Jailed Putin critic Alexei Navalny used a video-link court appearance on Thursday to rally supporters, as the Kremlin stepped-up a campaign of reprisals against his staff and family members.
The appeal into his pre-trial detention ended predictably in rejection, but the hearing allowed the opposition leader to decry what he described as “demonstrative lawlessness” being used against him.
“What is happening in these courtrooms is an attempt to scare people demonstratively,” he said. “But you can’t scare the tens of millions of people who have been robbed by this regime.”
Mr Navalny was given a 30 day pre-trial jail term in an unorthodox court session held inside a police station ten days ago. The pre-trial hearing was rushed through the day after he was detained by border guards on his return to Russia for the first time since being poisoned.
Mr Navalny stands accused of breaking parole terms while recovering from in Germany — a charge made even more bizarre given that the parole relates to a sentence since overturned by the European Court of Human Rights.

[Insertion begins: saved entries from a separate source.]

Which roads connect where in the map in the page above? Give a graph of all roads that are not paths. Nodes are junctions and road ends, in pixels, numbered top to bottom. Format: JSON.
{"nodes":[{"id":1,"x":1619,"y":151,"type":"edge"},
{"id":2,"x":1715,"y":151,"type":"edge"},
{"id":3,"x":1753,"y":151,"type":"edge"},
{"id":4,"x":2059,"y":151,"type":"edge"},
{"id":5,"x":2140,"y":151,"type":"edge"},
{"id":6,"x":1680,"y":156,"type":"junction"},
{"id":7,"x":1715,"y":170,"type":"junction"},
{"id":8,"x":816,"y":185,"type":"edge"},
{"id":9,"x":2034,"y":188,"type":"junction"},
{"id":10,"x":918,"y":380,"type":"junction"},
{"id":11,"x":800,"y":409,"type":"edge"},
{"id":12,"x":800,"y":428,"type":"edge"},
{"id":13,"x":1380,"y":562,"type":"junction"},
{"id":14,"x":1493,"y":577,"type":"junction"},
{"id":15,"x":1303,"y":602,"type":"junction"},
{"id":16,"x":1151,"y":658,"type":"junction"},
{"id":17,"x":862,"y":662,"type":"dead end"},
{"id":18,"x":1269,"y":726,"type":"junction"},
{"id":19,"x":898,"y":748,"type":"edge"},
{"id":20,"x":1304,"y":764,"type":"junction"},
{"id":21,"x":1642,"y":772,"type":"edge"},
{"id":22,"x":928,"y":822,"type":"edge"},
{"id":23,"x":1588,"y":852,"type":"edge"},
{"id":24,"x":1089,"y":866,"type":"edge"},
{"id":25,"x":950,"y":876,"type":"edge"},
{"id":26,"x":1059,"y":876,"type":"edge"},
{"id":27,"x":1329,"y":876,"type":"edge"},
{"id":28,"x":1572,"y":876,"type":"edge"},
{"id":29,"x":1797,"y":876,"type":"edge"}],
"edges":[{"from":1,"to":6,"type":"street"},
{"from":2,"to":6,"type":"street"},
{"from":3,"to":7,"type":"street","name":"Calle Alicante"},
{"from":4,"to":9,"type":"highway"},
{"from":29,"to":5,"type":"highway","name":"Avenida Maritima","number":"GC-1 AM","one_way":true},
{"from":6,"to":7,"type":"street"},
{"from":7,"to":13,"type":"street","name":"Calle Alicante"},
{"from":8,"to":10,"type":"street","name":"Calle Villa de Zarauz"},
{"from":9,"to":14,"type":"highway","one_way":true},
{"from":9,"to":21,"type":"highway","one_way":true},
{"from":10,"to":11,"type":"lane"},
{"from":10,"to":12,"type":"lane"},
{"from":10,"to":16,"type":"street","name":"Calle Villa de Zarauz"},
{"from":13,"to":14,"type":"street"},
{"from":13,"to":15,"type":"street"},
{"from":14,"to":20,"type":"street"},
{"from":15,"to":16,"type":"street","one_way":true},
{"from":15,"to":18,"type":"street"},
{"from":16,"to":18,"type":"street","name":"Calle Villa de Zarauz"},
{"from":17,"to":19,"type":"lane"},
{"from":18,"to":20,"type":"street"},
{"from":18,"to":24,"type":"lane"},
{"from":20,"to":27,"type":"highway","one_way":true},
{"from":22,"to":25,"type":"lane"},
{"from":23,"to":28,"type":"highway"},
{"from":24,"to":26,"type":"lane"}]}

The state prison service is pushing for his 3.5 year suspended sentence to be converted to real jail time.
Mr Navalny made heavy reference to the questionable legal process in a defiant statement laced with irony.
“Why doesn’t the judge just put on a gown and take a hammer onto the Moscow metro, go up to people and say ‘jail him, jail her,” he said. “There seems to be this remarkable ability of arriving at any place and putting anyone on trial.”
Mr Navalny, whom the Kremlin still refuses to call by name, concluded with words for supporters. “They are the last barrier stopping our country from sliding into complete degradation,” he said.
The appeal judge needed five minutes of deliberations before returning with an unchanged verdict.
“Navalny, is everything clear?,” he asked.
“It was clear to me before the session started, thanks,” the politician answered.
Within an hour of the decision, authorities had resumed raids at the homes of Navalny associates. The intimidation campaign followed on from at least 18 raids overnight, including at the family home of Alexei Navalny, where his wife lives. By Thursday morning, Mr Navalny’s brother Oleg, his close aide Lyubov Sobol, associate Anastasiya Vasilyeva, and the Pussy riot member Maria Alyokhina had all been jailed for 48 hours.
Amnesty International has criticised the arrests, saying they had been calibrated to repress dissent.
“It is a cowardly attempt to prevent further planned peaceful protests against the prosecution of prisoner of conscience Aleksei Navalny,” a statement read.
New protests are planned in towns and cities across Russia this coming Sunday.